The objective of this case study is (1) to present a multivariate problem and (2) demonstrate a completely different content world than an AC induction motor. In this example, a series of tests was performed, where at each point, a small modification of either the load resistance or the output DC voltage was performed. Small enough steps such that when observed from the grid, no significant modification of input total current was observed. The AC/DC converter is a nonlinear load and HGL [18] and tested whether CPC may be applied for anomaly detection. Figure 20 and Figure 21 demonstrate an experiment with fixed output voltage and slightly varying load resistance. Figure 20 is voltage, and Figure 21 is current—first time-domain then amplitude and phase spectra. The observation: unnoticeable differences at total current spectra and at voltage, except perhaps current phase spectra but with apparent insufficient confidence level.

Test program: a matrix of work points $\left\{v_{out,DC}:24÷30 V\right\}$ –$X \left\{R_{out}:9.79÷10.87 \Omega \right\}$ that slowly vary with small steps of $(0.5 V, 0.4 \Omega$) is generated. For each work-point, waveforms $v_{grid}\left(t\right),i_{grid}\left(t\right)$ are recorded for 10 sec. Figure 18 and Figure 19 demonstrate that for two work points, $\left\{v_{out}=24 V,R_{out}=10.86 \Omega \right\}$and $\left\{v_{out}=24 V,R_{out}=10 \Omega \right\}$. The test starts with a comparative study of the total current vs. CPC, similar to test case 1. Observations from Figure 20 above. (1) Total, active, reactive currents—changes are relatively minor. Figure 20 and Figure 21 show CPCs of the same voltage, and slightly different loads. There are apparently observable changes point-to-point unnoticed from supply voltage/current, observable in active→ scattered current in accordance with Theorem 1 Equations (7) and (9) “Scattered current sensitivity theorem”.

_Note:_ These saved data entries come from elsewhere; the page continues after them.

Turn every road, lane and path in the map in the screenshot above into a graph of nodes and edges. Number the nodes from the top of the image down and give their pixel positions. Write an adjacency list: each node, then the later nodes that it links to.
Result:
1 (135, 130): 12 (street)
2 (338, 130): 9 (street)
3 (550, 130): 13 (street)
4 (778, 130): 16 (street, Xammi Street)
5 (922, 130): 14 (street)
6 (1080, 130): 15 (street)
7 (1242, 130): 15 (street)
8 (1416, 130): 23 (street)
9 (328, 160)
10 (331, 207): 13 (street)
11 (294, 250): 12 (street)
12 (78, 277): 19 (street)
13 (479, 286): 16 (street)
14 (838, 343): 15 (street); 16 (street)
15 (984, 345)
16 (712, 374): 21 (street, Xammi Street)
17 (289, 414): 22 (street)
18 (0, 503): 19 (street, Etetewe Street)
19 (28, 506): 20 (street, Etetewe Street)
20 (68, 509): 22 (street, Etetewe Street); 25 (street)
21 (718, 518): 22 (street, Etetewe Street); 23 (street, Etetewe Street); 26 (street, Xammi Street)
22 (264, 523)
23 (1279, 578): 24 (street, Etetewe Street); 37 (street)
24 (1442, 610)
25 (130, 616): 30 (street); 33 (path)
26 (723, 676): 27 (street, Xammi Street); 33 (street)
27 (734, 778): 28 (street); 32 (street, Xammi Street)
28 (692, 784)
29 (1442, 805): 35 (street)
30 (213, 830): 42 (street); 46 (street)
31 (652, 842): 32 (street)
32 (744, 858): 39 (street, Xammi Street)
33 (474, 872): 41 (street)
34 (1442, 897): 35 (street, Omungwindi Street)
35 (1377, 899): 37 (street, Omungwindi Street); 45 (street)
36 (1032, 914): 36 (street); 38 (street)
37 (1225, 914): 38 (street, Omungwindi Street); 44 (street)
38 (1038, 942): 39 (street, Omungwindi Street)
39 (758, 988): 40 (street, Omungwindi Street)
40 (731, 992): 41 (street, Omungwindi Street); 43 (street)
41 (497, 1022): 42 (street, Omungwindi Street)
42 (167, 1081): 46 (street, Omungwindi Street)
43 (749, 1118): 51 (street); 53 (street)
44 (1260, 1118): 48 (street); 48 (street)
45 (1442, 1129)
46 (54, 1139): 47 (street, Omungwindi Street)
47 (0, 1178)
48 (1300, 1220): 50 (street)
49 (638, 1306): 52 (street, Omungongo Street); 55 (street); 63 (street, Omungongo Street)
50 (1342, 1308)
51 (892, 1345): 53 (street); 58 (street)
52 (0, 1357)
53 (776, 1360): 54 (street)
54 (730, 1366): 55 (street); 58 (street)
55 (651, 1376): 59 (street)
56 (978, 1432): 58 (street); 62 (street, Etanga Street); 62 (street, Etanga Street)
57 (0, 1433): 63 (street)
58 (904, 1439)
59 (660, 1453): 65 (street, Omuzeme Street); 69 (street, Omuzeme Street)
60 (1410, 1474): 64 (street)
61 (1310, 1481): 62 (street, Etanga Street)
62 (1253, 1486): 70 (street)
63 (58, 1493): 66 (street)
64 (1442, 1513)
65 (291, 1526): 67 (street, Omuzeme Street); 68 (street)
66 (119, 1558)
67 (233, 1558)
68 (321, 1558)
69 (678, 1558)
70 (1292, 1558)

3.5. Case Study 4: A Systematic Approach of Generating Features for AI Anomaly Detection

The objective of this study is to provide a systematic study by example of an adaptation of a multivariate problem to E-CPC and AI feature generation. In addition to analyzing the case study of AC/DC inverters, opportunities are exploited to demonstrate how effectively CPC is used for feature generation and multidimensional space is defined for anomaly identification. Features are inserted either into multidimensional space [45,46,47] or into multivariate deep learning, such as Recurrent Neural Networks (RNN) and the representative LSTM, which is beyond the scope of this paper. It is reminded that the view here is as observed from the grid. The first step is feature generation, constructing a multidimensional space as described in Figure 20 and Figure 21. Two types of experiments were conducted: (1) slightly modifying the load over the rectifier and maintaining a fixed output voltage and (2) slightly modifying the output voltage while maintaining the fixed load. Generalized graphs were designed. Figure 22, Figure 23 and Figure 24 describe a sample of the results b for $V_{out}=30 V, V_{out}=28 V$.

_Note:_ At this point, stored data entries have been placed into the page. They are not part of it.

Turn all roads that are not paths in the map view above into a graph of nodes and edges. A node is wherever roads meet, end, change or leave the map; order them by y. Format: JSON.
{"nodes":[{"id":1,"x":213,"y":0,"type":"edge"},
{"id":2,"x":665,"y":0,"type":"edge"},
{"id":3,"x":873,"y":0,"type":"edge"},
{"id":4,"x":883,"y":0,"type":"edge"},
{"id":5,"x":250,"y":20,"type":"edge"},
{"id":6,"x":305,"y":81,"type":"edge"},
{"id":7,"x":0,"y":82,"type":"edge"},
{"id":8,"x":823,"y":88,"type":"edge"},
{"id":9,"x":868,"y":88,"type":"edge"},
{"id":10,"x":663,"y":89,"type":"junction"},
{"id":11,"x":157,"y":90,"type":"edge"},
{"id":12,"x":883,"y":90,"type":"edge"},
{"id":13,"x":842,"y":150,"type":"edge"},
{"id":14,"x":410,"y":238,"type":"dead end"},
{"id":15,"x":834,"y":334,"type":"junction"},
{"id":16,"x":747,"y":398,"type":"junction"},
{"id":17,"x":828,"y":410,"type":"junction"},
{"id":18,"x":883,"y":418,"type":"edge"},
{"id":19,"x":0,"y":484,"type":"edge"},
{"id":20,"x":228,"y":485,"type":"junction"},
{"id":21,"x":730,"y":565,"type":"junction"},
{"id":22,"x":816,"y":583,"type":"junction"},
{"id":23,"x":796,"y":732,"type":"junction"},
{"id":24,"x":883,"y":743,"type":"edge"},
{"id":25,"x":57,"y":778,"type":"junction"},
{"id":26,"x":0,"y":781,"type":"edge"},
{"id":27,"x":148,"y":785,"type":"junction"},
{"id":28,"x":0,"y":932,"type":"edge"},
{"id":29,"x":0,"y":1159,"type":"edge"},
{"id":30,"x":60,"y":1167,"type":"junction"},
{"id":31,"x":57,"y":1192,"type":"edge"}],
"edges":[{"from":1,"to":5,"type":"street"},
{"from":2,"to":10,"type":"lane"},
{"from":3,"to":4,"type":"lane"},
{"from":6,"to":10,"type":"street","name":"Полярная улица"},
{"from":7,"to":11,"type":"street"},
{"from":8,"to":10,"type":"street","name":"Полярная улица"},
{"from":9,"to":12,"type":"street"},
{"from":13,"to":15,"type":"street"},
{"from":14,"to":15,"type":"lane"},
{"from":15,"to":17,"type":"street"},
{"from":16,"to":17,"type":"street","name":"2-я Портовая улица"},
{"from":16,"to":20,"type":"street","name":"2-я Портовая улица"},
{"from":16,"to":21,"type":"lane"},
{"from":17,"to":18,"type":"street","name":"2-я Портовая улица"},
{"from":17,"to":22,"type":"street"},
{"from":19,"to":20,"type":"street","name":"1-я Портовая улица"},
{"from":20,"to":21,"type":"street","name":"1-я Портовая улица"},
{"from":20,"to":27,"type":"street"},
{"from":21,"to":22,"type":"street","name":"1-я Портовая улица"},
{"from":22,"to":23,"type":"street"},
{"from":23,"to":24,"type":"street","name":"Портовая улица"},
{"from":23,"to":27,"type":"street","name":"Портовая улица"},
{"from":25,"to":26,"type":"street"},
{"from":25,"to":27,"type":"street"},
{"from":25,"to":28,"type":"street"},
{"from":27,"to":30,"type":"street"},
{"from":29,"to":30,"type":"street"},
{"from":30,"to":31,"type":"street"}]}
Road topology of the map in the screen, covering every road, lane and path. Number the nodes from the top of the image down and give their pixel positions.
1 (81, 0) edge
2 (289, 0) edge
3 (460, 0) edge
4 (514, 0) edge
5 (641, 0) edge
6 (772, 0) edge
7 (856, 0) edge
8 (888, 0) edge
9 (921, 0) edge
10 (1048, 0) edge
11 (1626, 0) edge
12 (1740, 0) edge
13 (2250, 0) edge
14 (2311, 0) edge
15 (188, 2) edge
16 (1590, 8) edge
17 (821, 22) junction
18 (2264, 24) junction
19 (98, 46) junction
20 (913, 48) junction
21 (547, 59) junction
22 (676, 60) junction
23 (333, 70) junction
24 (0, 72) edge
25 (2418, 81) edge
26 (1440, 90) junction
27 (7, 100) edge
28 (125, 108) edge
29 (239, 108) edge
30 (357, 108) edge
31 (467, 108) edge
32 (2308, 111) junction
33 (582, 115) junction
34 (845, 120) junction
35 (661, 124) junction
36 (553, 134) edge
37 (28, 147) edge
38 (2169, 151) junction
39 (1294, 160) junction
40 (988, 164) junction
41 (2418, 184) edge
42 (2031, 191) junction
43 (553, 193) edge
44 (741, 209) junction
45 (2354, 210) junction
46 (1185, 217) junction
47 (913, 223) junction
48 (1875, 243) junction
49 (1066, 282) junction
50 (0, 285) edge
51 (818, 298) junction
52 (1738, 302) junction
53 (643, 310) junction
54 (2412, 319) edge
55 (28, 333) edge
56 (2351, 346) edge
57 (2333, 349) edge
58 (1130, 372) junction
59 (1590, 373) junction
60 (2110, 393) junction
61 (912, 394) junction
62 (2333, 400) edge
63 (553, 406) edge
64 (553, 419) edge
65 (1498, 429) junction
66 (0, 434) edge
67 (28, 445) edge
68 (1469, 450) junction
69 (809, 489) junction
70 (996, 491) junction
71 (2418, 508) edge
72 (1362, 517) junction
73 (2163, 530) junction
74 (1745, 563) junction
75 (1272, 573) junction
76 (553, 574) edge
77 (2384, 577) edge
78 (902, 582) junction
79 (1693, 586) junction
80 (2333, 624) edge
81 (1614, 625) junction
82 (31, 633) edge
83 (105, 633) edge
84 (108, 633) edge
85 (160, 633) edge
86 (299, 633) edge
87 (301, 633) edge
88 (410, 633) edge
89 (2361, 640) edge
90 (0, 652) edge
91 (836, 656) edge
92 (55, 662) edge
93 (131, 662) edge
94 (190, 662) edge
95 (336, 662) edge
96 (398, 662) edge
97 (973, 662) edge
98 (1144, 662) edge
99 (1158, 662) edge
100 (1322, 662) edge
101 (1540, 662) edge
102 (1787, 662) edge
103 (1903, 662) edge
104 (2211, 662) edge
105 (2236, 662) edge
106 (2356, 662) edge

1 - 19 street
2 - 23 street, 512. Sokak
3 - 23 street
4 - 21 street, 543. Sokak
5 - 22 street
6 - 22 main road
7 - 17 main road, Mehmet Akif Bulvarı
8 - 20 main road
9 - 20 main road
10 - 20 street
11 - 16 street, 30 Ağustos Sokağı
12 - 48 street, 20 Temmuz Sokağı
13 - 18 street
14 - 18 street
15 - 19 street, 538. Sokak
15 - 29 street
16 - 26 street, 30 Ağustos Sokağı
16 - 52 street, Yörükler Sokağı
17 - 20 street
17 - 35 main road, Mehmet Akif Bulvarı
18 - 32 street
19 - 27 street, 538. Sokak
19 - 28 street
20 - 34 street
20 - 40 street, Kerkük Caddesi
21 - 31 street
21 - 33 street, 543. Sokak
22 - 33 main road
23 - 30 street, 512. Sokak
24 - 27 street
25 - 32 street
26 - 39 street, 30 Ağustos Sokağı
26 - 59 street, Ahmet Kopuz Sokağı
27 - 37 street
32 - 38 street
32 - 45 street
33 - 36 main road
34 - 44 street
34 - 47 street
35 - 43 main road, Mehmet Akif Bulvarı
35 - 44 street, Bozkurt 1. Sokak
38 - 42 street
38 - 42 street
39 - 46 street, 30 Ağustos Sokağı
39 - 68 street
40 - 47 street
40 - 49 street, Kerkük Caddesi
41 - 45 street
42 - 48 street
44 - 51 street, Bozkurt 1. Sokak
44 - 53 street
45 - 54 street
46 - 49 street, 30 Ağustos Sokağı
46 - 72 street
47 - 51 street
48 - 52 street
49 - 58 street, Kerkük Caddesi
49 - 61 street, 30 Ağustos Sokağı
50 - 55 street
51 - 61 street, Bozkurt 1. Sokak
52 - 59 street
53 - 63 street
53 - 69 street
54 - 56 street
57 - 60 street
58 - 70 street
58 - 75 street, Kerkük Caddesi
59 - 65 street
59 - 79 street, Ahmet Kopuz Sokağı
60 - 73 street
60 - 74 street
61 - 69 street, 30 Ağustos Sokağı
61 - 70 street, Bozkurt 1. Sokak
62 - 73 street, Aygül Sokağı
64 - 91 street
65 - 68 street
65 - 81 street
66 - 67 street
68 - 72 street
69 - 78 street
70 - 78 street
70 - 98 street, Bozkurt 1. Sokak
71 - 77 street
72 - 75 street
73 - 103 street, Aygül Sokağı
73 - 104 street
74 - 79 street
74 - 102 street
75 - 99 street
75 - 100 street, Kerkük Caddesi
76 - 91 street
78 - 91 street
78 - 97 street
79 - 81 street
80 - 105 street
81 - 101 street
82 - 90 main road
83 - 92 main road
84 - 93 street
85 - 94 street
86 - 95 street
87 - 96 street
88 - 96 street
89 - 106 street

Conclusions are similar to the rest of the voltage range. The entire graphs are shown in [44]. The feature formulation is as follows:

$$\left|i_m\right|=\left|i_m\left(f_n=n{f}_1, r_{out}, V_{out}\right)\right|$$

$$\begin{array}{l}\left|i_m\right|=\left|i_m(f_n=n{f}_1,r_{out},V_{out})\right|\\ \prec i_m=angle\{i_m(f_n=n{f}_1,r_{out},V_{out})\}\end{array}$$

(35)

where

f_n—frequency of harmonic n

r_out—output resistance

V_out—output voltage. A parameter in the below graphs

$i_m$—current physical component where index m is {active, scattered, reactive, customer and for 3-phase load, unbalanced}

Using high-order dimensional space in machine learning is possible, not necessarily as described, for example, in [45,46,47]. Future work will compare the insertion of CPC features into a deep learning autoencoder vs. letting the RNN autoencoder generate its features. High-dimensional space enables visualization of normal and anomalous work points, as located in different locations in that space. Conclusions from the comparative study. (1) A difference is observed in ((total)& (customer))→scattered in accordance with Theorem 1 Equation (9), and reactive current in accordance with Theorem 2 Equation (10) and Theorem 3 Equation (11). (2) Customer current is relatively high due to being an AC/DC converter; many new harmonics are generated by the AC/DC converter, which is an HGL load that is in accordance with Theorem 14 Equation (26) “Separability of inductive and capacitive admittances”. (3) Most importantly, the total current to the rectifier’s input is relatively stable with a modified output voltage and with a modified amplitude, meaning conventional electricity theory does not sense load changes as early. (4) Scattered current, which is less than 10% of the total current, senses both output voltage changes and rectifier load changes in accordance with Theorem 1 Equation (9) “scattered current sensitivity theorem”. Again, it is shown that the CPC-based spectral physical components are sensor sensing components that are nearly unnoticeable otherwise. Experimenting with constant load and variable output voltage, observing Figure 20, Figure 21 and Figure 22, the conclusions are similar. (1) The total current is primarily customer current in accordance with Theorem 14 Equation (26). (2) Small currents, such as scatter and reactive currents, are indicators of changes in load or output voltage better than total current.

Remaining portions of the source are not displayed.